A controversial proposed ordinance, Ordinance 16.081, in Jersey City, New Jersey would mandate a minimum workweek of 30 hours for certain employees engaged in “business services.” The ordinance’s stated purpose is “to prevent full-time building service jobs from being unnecessarily broken into part-time jobs.” Employers have rather wide discretion under state and federal laws to define “full-time” and “part-time” for their own employees. Federal law has recently begun to define “full-time” in certain contexts, however, allegedly resulting in employers cutting hours. The Jersey City ordinance has met with substantial opposition from business leaders, resulting in the postponement of a final vote in mid-May 2016.
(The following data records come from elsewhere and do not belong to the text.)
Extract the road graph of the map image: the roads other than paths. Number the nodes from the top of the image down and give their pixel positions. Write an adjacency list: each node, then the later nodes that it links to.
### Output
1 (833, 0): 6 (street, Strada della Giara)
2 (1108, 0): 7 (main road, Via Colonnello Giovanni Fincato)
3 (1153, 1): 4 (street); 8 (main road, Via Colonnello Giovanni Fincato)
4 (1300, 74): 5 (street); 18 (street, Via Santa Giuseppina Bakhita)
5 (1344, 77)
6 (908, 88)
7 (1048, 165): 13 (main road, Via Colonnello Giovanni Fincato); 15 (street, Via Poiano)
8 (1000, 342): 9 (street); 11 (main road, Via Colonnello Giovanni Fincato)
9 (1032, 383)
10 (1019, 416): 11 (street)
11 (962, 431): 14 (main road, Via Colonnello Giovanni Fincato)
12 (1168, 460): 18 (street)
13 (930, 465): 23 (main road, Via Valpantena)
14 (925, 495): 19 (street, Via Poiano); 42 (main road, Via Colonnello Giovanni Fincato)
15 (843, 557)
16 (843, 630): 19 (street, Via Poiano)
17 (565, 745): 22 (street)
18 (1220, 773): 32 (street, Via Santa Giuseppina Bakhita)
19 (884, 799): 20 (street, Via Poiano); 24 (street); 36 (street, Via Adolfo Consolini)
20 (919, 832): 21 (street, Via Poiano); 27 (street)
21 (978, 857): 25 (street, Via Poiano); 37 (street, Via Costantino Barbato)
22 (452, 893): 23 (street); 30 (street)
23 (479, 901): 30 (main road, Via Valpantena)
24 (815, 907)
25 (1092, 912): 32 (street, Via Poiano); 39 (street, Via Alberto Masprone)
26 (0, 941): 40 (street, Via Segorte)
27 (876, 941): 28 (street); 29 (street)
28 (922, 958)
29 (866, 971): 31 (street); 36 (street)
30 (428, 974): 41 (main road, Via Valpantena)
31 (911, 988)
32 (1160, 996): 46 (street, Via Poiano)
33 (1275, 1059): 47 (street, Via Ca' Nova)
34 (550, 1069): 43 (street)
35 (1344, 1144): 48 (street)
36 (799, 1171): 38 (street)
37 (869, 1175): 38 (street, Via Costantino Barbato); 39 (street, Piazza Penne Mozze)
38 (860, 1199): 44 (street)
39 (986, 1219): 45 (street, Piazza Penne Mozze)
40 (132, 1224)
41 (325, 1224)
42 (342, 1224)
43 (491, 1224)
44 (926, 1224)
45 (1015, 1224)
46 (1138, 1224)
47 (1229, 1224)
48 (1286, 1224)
The Fair Labor Standards Act (FLSA), 29 U.S.C. § 201 et seq., does not distinctly define “full-time” and “part-time” employment. A 40-hour workweek is traditionally considered “full-time,” at least in part because of overtime provisions in the FLSA and many state laws. These laws require payment of time-and-a-half to non-exempt workers for hours worked in excess of 40 hours. The principal regulation placed on employers with regard to full-time and part-time employment is consistency. If their employment policies define full-time and part-time employment, provide benefits for full-time or part-time employees, or provide certain rights to full- or -part-time employees, they must apply those policies consistently.
The Affordable Care Act (ACA), also known as “Obamacare,” defines “full-time” employment in the context of providing health insurance as an employment benefit. It states that a “large employer,” defined as one having 50 or more employees, must offer “the opportunity to enroll in minimum essential coverage under an eligible employer-sponsored plan” to all employees working at least 30 hours per week. 29 U.S.C. § 4980H. This has allegedly resulted in some employers reducing hours from 40 or more hours per week to 29 or fewer, in order to avoid the health insurance mandate. In the absence of any other means to deliver access to health care, Jersey City is attempting to prevent certain employers from cutting hours.
Ordinance 16.081 would amend Chapter 254 of the Jersey City Code of Ordinances. It would apply to employees who perform “building services” work at two different types of sites: (1) sites with more than 100,000 square feet of space, such as office buildings or campuses, colleges, universities, or museums; and (2) residential facilities with 50 or more units. It defines “business services” to include jobs like “janitor, building cleaner, concierge, porter, doorperson, building superintendent, armed or unarmed security guard or handyperson.” It specifically excludes security guards or concierges who only work on weekends.
Any employer that directly employs business services workers at a covered worksite, or that contracts or subcontracts for such workers, would be required to provide each worker with a minimum of 30 hours of work per week. Penalties for violations of the ordinance could include fines of at least $100, up to a maximum of $2,000, as well as imprisonment or community service for up to 90 days. Jersey City Code of Ord. § 1-25.
The ordinance received initial approval from the city council, by a vote of 6-2-1, on April 26, 2016. It was scheduled for a final vote on May 11, but the council president tabled it before the vote after the ordinance received large amounts of criticism from business owners and landlords.